Chapin rallies behind retired Coach W.F. Sullivan as he battles cancer

Sullivan teaching math in the 70’s. Photos used with permission.

Students at Chapin High School were first taught by W.F. Sullivan in 1970.

Throughout the years, Sullivan went on to teach many generations, and accumulated a total of 46 consecutive years at the school. Learning math from Sullivan was arguably a “right of passage” for Chapin students. He coached football for 30 years, basketball for “20-something” years, and played in the jazz band for 10. Sullivan said he has taught almost every math class offered at the high school, with pre-calculus being his favorite. In 2016 he retired from CHS, but continued to do out-of-school teaching for SAT and ACT prep.

But things changed for him after he left the school.

Sullivan said he could tell around November of 2017 that something was wrong with his health. He was initially given medicine for acid reflux. He said he didn’t want to acknowledge there could be something worse wrong, until he finished the SAT prep season with his current group of students. In April, he was diagnosed with stage 3-4 esophageal cancer.

When the word got out about Sullivan’s diagnosis, many former students began talking about ways they wanted to help. Although Sullivan said he’s not one to enjoy being “in the limelight,” a growing group of his past students are in the midst of putting him just there. CHS class of ’92 graduate Ryan Gordon created a Facebook group to called “Doin’ it for W.F.,” Friday afternoon of Memorial Day weekend.  He said he wanted to help raise money for Sullivan’s medical bills and create a support group for his former Coach. Gordon said within 48 hours, the group had already acquired 1,200 members.

Many have commented in the group, rallying behind Sullivan. “He’s helped mold Chapin into the town it is today,” said one member. Currently, there are over 1,600 members.

“We’re getting the word out that it’s possible to fight cancer, and I know Coach Sullivan is going to win and beat this thing,” Gordon said. “If anybody can beat it, it’ll be him.” The group has planned an event for Sullivan that will be held June 23, on Beaufort Street in Chapin. “It should be one heck of an event,” said Gordon.

According to Gordon, there will be a stage with live music, a bake sale, food and beer trucks, and an auction. The event has already received multiple sponsors, and Gordon said there will be t-shirts made with Sullivan’s well-known catch phrase, “tough mustard.”

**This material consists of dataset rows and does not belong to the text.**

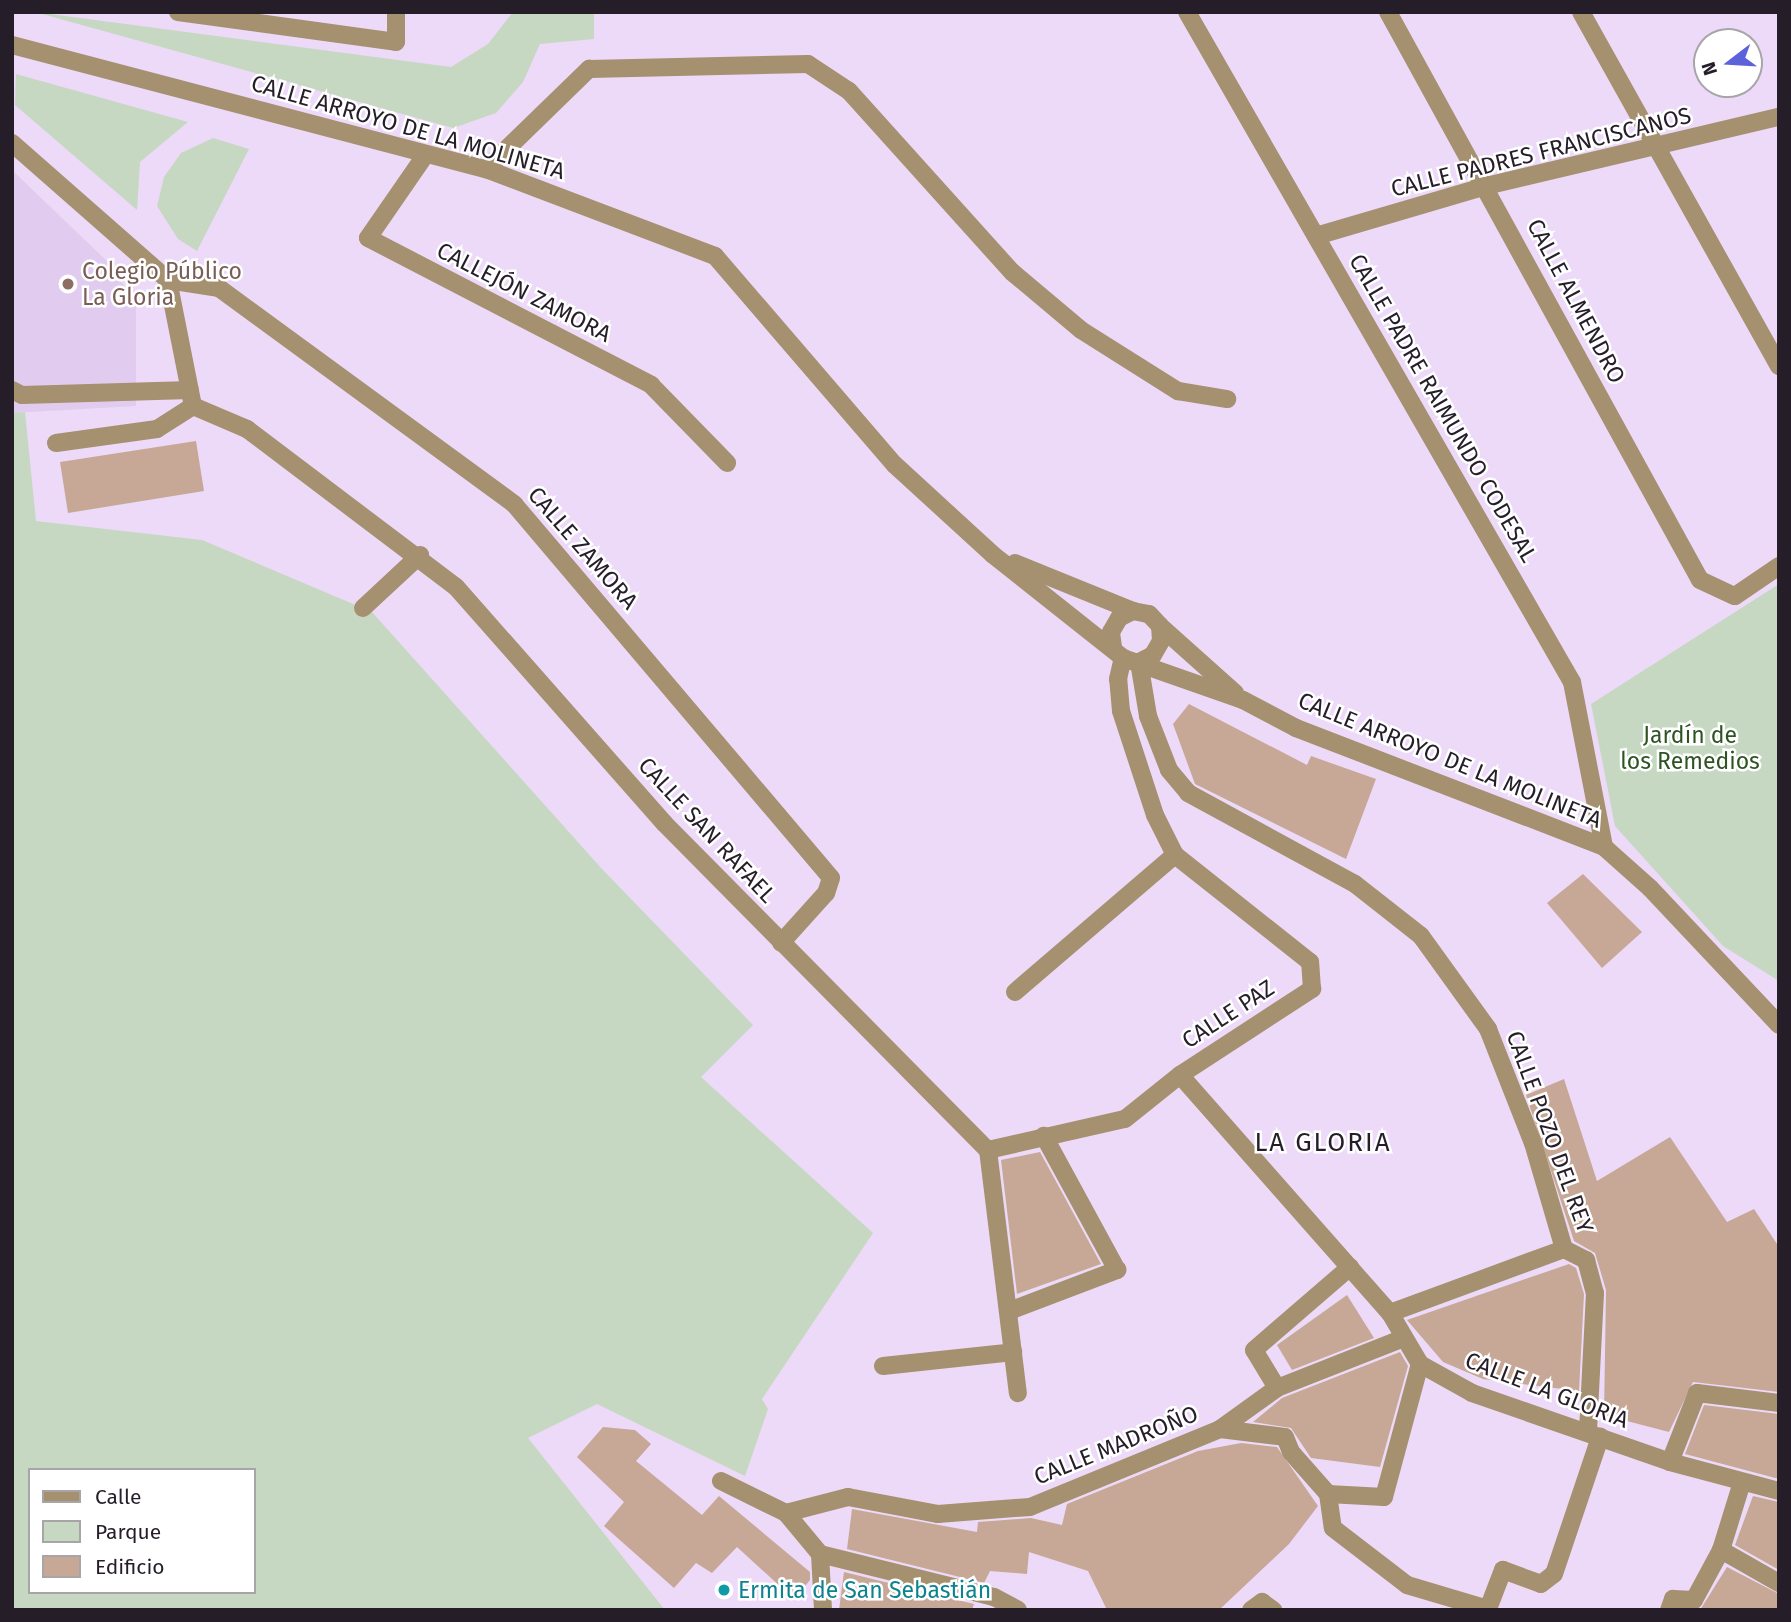 <!DOCTYPE html>
<html>
<head>
<meta charset="utf-8">
<style>
	body { margin:0 }
	#map { position:relative; width:1791px; height:1622px; overflow:hidden; background:#ecdaf8; font-family:"Fira Sans",sans-serif }
	div>[style] { position:absolute }
	[style*='--x'] { left:calc(var(--x)*1px); top:calc(var(--y)*1px); width:calc(var(--w)*1px); rotate:calc(var(--a)*1deg) }
	.built>* { inset:0; background:#e1ccf0 }
	.green>* { inset:0; background:#c6d8c2 }
	.building>* { inset:0; background:#c7a897 }
	.minor>* { height:18px; margin:-9px; padding:0 9px; transform-origin:9px; border-radius:9px; background:#a5906f }
	.dots>* { width:19px; height:19px; translate:-50% -50%; box-sizing:border-box; border:4px solid #fff; border-radius:50% }
	span { translate:-50% -50%; white-space:nowrap; text-align:center; line-height:1.15; -webkit-text-stroke:5px #fff; paint-order:stroke }
	.street-label { font-size:23px; color:#251e29 }
	.education-label { font-size:23px; color:#785e54 }
	.left { translate:0 -50%; text-align:left }
	.park-label { font-size:23px; color:#2e5423 }
	.culture-label { font-size:23px; color:#0d838f }
	.quarter-label { font-size:26px; color:#251e29; letter-spacing:2px }
	.frame { position:absolute; inset:0; border:14px solid #251e29; pointer-events:none }
	.legend { position:absolute; left:28px; top:1468px; width:228px; height:126px; box-sizing:border-box; background:#fff; border:2px solid #a8a5a9; margin:0; padding:9px 12px; list-style:none; font-size:21px; color:#251e29 }
	.legend li { display:flex; align-items:center; gap:14px; height:35px }
	.legend b { width:35px; border:2px solid #a8a5a9 }
	.north { position:absolute; left:1693px; top:28px; width:70px; height:70px; box-sizing:border-box; background:#fff; border:2px solid #a8a5a9; border-radius:50%; rotate:253deg; font-size:19px; font-weight:700; line-height:28px; text-align:center; color:#251e29 }
	.north::after { content:''; display:block; margin:auto; width:24px; height:32px; background:#5c62da; clip-path:polygon(50% 0,100% 100%,50% 72%,0 100%) }
</style>
</head>
<body>
<div id="map">
	<div class="built">
		<div style="clip-path:polygon(12px 170px,110px 264px,136px 304px,136px 406px,12px 413px)"></div>
	</div>
	<div class="green">
		<div style="clip-path:polygon(35px 12px,451px 67px,488px 44px,513px 12px,594px 12px,594px 39px,540px 44px,523px 82px,496px 113px,453px 128px)"></div>
		<div style="clip-path:polygon(16px 74px,188px 122px,140px 162px,137px 210px,15px 105px)"></div>
		<div style="clip-path:polygon(213px 138px,249px 149px,197px 251px,178px 239px,157px 206px,164px 177px,181px 153px)"></div>
		<div style="clip-path:polygon(evenodd,25px 412px,36px 521px,202px 540px,372px 612px,602px 869px,753px 1025px,701px 1077px,873px 1233px,762px 1399px,768px 1409px,745px 1476px,597px 1404px,528px 1438px,665px 1610px,12px 1610px,12px 413px,25px 412px,30px 1470px,254px 1470px,254px 1592px,30px 1592px,30px 1470px)"></div>
		<div style="clip-path:polygon(1779px 584px,1779px 981px,1723px 946px,1615px 826px,1591px 704px)"></div>
	</div>
	<div class="building">
		<div style="clip-path:polygon(196px 441px,204px 491px,68px 513px,60px 462px)"></div>
		<div style="clip-path:polygon(1189px 704px,1307px 765px,1311px 756px,1376px 779px,1346px 859px,1195px 784px,1173px 724px)"></div>
		<div style="clip-path:polygon(1583px 874px,1642px 932px,1602px 968px,1547px 903px)"></div>
		<div style="clip-path:polygon(1564px 1079px,1597px 1181px,1670px 1137px,1727px 1222px,1754px 1209px,1779px 1247px,1779px 1392px,1693px 1382px,1669px 1432px,1604px 1415px,1606px 1290px,1595px 1253px,1574px 1241px,1526px 1095px)"></div>
		<div style="clip-path:polygon(1040px 1152px,1101px 1264px,1017px 1294px,1001px 1160px)"></div>
		<div style="clip-path:polygon(1569px 1264px,1576px 1268px,1584px 1294px,1579px 1391px,1483px 1379px,1443px 1362px,1407px 1320px)"></div>
		<div style="clip-path:polygon(1347px 1295px,1374px 1338px,1292px 1370px,1277px 1345px)"></div>
		<div style="clip-path:polygon(1400px 1352px,1408px 1366px,1380px 1467px,1311px 1458px,1291px 1428px,1253px 1422px,1282px 1398px)"></div>
		<div style="clip-path:polygon(1704px 1405px,1779px 1414px,1779px 1479px,1685px 1454px)"></div>
		<div style="clip-path:polygon(603px 1427px,635px 1430px,651px 1444px,636px 1461px,702px 1515px,719px 1496px,810px 1572px,810px 1580px,794px 1599px,737px 1547px,712px 1573px,696px 1563px,674px 1588px,604px 1526px,624px 1502px,577px 1457px)"></div>
		<div style="clip-path:polygon(1241px 1443px,1277px 1447px,1318px 1506px,1289px 1544px,1219px 1610px,1107px 1610px,1088px 1571px,1029px 1552px,1027px 1574px,990px 1571px,984px 1583px,847px 1549px,852px 1509px,977px 1532px,978px 1522px,1031px 1518px,1062px 1525px,1067px 1504px,1198px 1451px)"></div>
		<div style="clip-path:polygon(1753px 1496px,1779px 1502px,1779px 1570px,1735px 1545px)"></div>
		<div style="clip-path:polygon(1727px 1567px,1779px 1594px,1779px 1610px,1700px 1610px)"></div>
		<div style="clip-path:polygon(844px 1572px,974px 1604px,972px 1610px,839px 1610px)"></div>
	</div>
	<div class="minor">
		<div style="--x:178;--y:12;--w:220;--a:7.8"></div>
		<div style="--x:396;--y:42;--w:30;--a:-90"></div>
		<div style="--x:1187;--y:12;--w:773;--a:60.12"></div>
		<div style="--x:1572;--y:682;--w:168;--a:79"></div>
		<div style="--x:1388;--y:12;--w:648;--a:61.22"></div>
		<div style="--x:1700;--y:580;--w:38;--a:25"></div>
		<div style="--x:1735;--y:596;--w:53;--a:-34.3"></div>
		<div style="--x:1581;--y:12;--w:406;--a:60.8"></div>
		<div style="--x:12;--y:45;--w:490;--a:14.7"></div>
		<div style="--x:486;--y:169;--w:245;--a:20.8"></div>
		<div style="--x:715;--y:256;--w:276;--a:49.3"></div>
		<div style="--x:895;--y:465;--w:132;--a:42.5"></div>
		<div style="--x:992;--y:554;--w:167;--a:38.4"></div>
		<div style="--x:1123;--y:658;--w:127;--a:19.3"></div>
		<div style="--x:1243;--y:700;--w:60;--a:27.8"></div>
		<div style="--x:1296;--y:728;--w:330;--a:21.1"></div>
		<div style="--x:1604;--y:847;--w:62;--a:41.7"></div>
		<div style="--x:1650;--y:888;--w:188;--a:46.7"></div>
		<div style="--x:12;--y:143;--w:208;--a:41.3"></div>
		<div style="--x:168;--y:280;--w:128;--a:78.8"></div>
		<div style="--x:426;--y:154;--w:102;--a:124.6"></div>
		<div style="--x:368;--y:238;--w:319;--a:27.4"></div>
		<div style="--x:651;--y:385;--w:109;--a:45.7"></div>
		<div style="--x:486;--y:169;--w:144;--a:-44.2"></div>
		<div style="--x:589;--y:69;--w:219;--a:-1.3"></div>
		<div style="--x:808;--y:64;--w:49;--a:33.4"></div>
		<div style="--x:849;--y:91;--w:244;--a:48"></div>
		<div style="--x:1012;--y:272;--w:90;--a:40"></div>
		<div style="--x:1081;--y:330;--w:115;--a:32.2"></div>
		<div style="--x:1178;--y:391;--w:50;--a:9.3"></div>
		<div style="--x:1316;--y:236;--w:177;--a:-16.4"></div>
		<div style="--x:1486;--y:186;--w:301;--a:-13.3"></div>
		<div style="--x:168;--y:280;--w:52;--a:8.9"></div>
		<div style="--x:219;--y:288;--w:366;--a:36.2"></div>
		<div style="--x:514;--y:504;--w:490;--a:49.7"></div>
		<div style="--x:831;--y:878;--w:16;--a:108"></div>
		<div style="--x:826;--y:893;--w:67;--a:132"></div>
		<div style="--x:12;--y:390;--w:11;--a:27"></div>
		<div style="--x:22;--y:395;--w:168;--a:-1.7"></div>
		<div style="--x:193;--y:406;--w:59;--a:23.1"></div>
		<div style="--x:247;--y:429;--w:262;--a:37.1"></div>
		<div style="--x:456;--y:587;--w:315;--a:48.6"></div>
		<div style="--x:664;--y:823;--w:460;--a:45.3"></div>
		<div style="--x:988;--y:1150;--w:245;--a:83"></div>
		<div style="--x:56;--y:443;--w:102;--a:-7.9"></div>
		<div style="--x:157;--y:429;--w:43;--a:-32.6"></div>
		<div style="--x:1015;--y:563;--w:127;--a:22.1"></div>
		<div style="--x:363;--y:608;--w:78;--a:-42.9"></div>
		<div style="--x:1160;--y:626;--w:101;--a:41.8"></div>
		<div style="--x:1113;--y:647;--w:15;--a:-98"></div>
		<div style="--x:1111;--y:632;--w:16;--a:-60"></div>
		<div style="--x:1119;--y:618;--w:16;--a:-27"></div>
		<div style="--x:1133;--y:611;--w:16;--a:11"></div>
		<div style="--x:1149;--y:614;--w:16;--a:47"></div>
		<div style="--x:1160;--y:626;--w:15;--a:86"></div>
		<div style="--x:1161;--y:641;--w:16;--a:120"></div>
		<div style="--x:1153;--y:655;--w:16;--a:153"></div>
		<div style="--x:1139;--y:662;--w:55;--a:80.5"></div>
		<div style="--x:1148;--y:716;--w:58;--a:68.7"></div>
		<div style="--x:1169;--y:770;--w:30;--a:50"></div>
		<div style="--x:1188;--y:793;--w:190;--a:28.6"></div>
		<div style="--x:1355;--y:884;--w:84;--a:38.2"></div>
		<div style="--x:1421;--y:936;--w:115;--a:54.2"></div>
		<div style="--x:1488;--y:1029;--w:123;--a:68.5"></div>
		<div style="--x:1533;--y:1143;--w:110;--a:73.7"></div>
		<div style="--x:1564;--y:1249;--w:25;--a:27"></div>
		<div style="--x:1586;--y:1260;--w:34;--a:75"></div>
		<div style="--x:1595;--y:1293;--w:139;--a:92.9"></div>
		<div style="--x:1015;--y:992;--w:211;--a:-40.6"></div>
		<div style="--x:1180;--y:1075;--w:317;--a:48.6"></div>
		<div style="--x:1390;--y:1313;--w:59;--a:59.5"></div>
		<div style="--x:1420;--y:1364;--w:60;--a:29.1"></div>
		<div style="--x:1472;--y:1393;--w:210;--a:19.2"></div>
		<div style="--x:1670;--y:1462;--w:113;--a:14.9"></div>
		<div style="--x:988;--y:1150;--w:140;--a:-12.8"></div>
		<div style="--x:1125;--y:1119;--w:70;--a:-38.7"></div>
		<div style="--x:1180;--y:1075;--w:158;--a:-33.1"></div>
		<div style="--x:1312;--y:989;--w:27;--a:-94"></div>
		<div style="--x:1310;--y:962;--w:172;--a:-141.6"></div>
		<div style="--x:1175;--y:855;--w:45;--a:-116.6"></div>
		<div style="--x:1155;--y:815;--w:109;--a:-108.1"></div>
		<div style="--x:1121;--y:711;--w:32;--a:-95"></div>
		<div style="--x:1118;--y:679;--w:22;--a:-77"></div>
		<div style="--x:1009;--y:1311;--w:116;--a:-20.8"></div>
		<div style="--x:1117;--y:1270;--w:153;--a:-118.6"></div>
		<div style="--x:1390;--y:1313;--w:185;--a:-20.2"></div>
		<div style="--x:883;--y:1366;--w:131;--a:-6.1"></div>
		<div style="--x:1277;--y:1388;--w:44;--a:-121.2"></div>
		<div style="--x:1254;--y:1350;--w:127;--a:-40.8"></div>
		<div style="--x:1220;--y:1429;--w:65;--a:7"></div>
		<div style="--x:1285;--y:1437;--w:16;--a:68"></div>
		<div style="--x:1291;--y:1452;--w:56;--a:48.6"></div>
		<div style="--x:1328;--y:1494;--w:56;--a:3.1"></div>
		<div style="--x:1384;--y:1497;--w:138;--a:-74.9"></div>
		<div style="--x:1670;--y:1462;--w:74;--a:-68.6"></div>
		<div style="--x:1697;--y:1393;--w:83;--a:7"></div>
		<div style="--x:721;--y:1481;--w:72;--a:26.2"></div>
		<div style="--x:786;--y:1513;--w:53;--a:50.3"></div>
		<div style="--x:820;--y:1554;--w:56;--a:86.9"></div>
		<div style="--x:1328;--y:1494;--w:34;--a:82"></div>
		<div style="--x:1333;--y:1528;--w:93;--a:37.6"></div>
		<div style="--x:1407;--y:1585;--w:84;--a:16.5"></div>
		<div style="--x:1488;--y:1609;--w:42;--a:-69"></div>
		<div style="--x:1503;--y:1570;--w:40;--a:20.2"></div>
		<div style="--x:1541;--y:1584;--w:16;--a:-38"></div>
		<div style="--x:1554;--y:1574;--w:145;--a:-71.4"></div>
		<div style="--x:786;--y:1513;--w:64;--a:-14.5"></div>
		<div style="--x:848;--y:1497;--w:92;--a:10.7"></div>
		<div style="--x:938;--y:1514;--w:92;--a:-4.4"></div>
		<div style="--x:1030;--y:1507;--w:205;--a:-22.3"></div>
		<div style="--x:1220;--y:1429;--w:70;--a:-35.7"></div>
		<div style="--x:1277;--y:1388;--w:136;--a:-21.5"></div>
		<div style="--x:1721;--y:1550;--w:67;--a:29.6"></div>
		<div style="--x:820;--y:1554;--w:179;--a:13.9"></div>
		<div style="--x:994;--y:1597;--w:27;--a:28"></div>
		<div style="--x:1251;--y:1610;--w:14;--a:-36"></div>
		<div style="--x:1262;--y:1602;--w:14;--a:36"></div>
		<div style="--x:1669;--y:1610;--w:12;--a:-70"></div>
		<div style="--x:1673;--y:1599;--w:21;--a:3"></div>
		<div style="--x:1694;--y:1600;--w:57;--a:-61.6"></div>
		<div style="--x:1721;--y:1550;--w:71;--a:-72.8"></div>
	</div>
	<div class="dots">
		<div style="left:68px;top:284px;background:#8d6e63"></div>
		<div style="left:724px;top:1590px;background:#0f9aa8"></div>
	</div>
	<div class="street-label">
		<span style="left:408px;top:127px;rotate:16deg">CALLE ARROYO DE LA MOLINETA</span>
		<span style="left:1541px;top:152px;rotate:-14deg">CALLE PADRES FRANCISCANOS</span>
		<span style="left:524px;top:292px;rotate:27deg">CALLEJÓN ZAMORA</span>
		<span style="left:1576px;top:301px;rotate:62deg">CALLE ALMENDRO</span>
		<span style="left:1443px;top:408px;rotate:60deg">CALLE PADRE RAIMUNDO CODESAL</span>
		<span style="left:583px;top:548px;rotate:49deg">CALLE ZAMORA</span>
		<span style="left:1450px;top:760px;rotate:22deg">CALLE ARROYO DE LA MOLINETA</span>
		<span style="left:707px;top:830px;rotate:47deg">CALLE SAN RAFAEL</span>
		<span style="left:1228px;top:1014px;rotate:-33deg">CALLE PAZ</span>
		<span style="left:1550px;top:1132px;rotate:70deg">CALLE POZO DEL REY</span>
		<span style="left:1547px;top:1390px;rotate:21deg">CALLE LA GLORIA</span>
		<span style="left:1116px;top:1445px;rotate:-22deg">CALLE MADROÑO</span>
	</div>
	<div class="education-label">
		<span class="left" style="left:82px;top:284px">Colegio Público<br>La Gloria</span>
	</div>
	<div class="park-label">
		<span style="left:1690px;top:748px">Jardín de<br>los Remedios</span>
	</div>
	<div class="culture-label">
		<span class="left" style="left:738px;top:1590px">Ermita de San Sebastián</span>
	</div>
	<div class="quarter-label">
		<span style="left:1323px;top:1143px">LA GLORIA</span>
	</div>
	<div class="frame"></div>
	<ul class="legend">
	<li><b style="height:9px;background:#a5906f"></b>Calle</li>
	<li><b style="height:19px;background:#c6d8c2"></b>Parque</li>
	<li><b style="height:19px;background:#c7a897"></b>Edificio</li>
	</ul>
	<div class="north">N</div>
</div>
</body>
</html>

When Sullivan heard he had a group of more than 1,600 former students supporting him, his jaw dropped. “Is that right?” he said. “I’m telling you what, that’s amazing.” Sullivan said he has already received enough cards from students to fill a 30-gallon bag, and he’s read each of them.

“When I get the cards, I just go back to seeing them in the third desk, or the fourth row, and I can see them sitting there. It brings back real good memories,” he said. “It makes you want to live and just fight this cancer to death.”

Sullivan said he is planning on attending the event on the June 23, and hopes he will get the go-ahead from his doctors to be able to shake hands and give hugs. “The students at Chapin through the years have been the best around, and I just want to tell them all the biggest ‘thank you’ anyone could ever say to them,” he said. “You just can’t beat Chapin.”

There is also a gofundme account set up for the coach. Sullivan mentioned that he only wants to accept enough money from the fundraising to cover the remaining balance of his final medical bills. If there is an excess amount, he wants it to be used for SAT and ACT prep classes across the state, and St. Jude’s Children’s Hospital.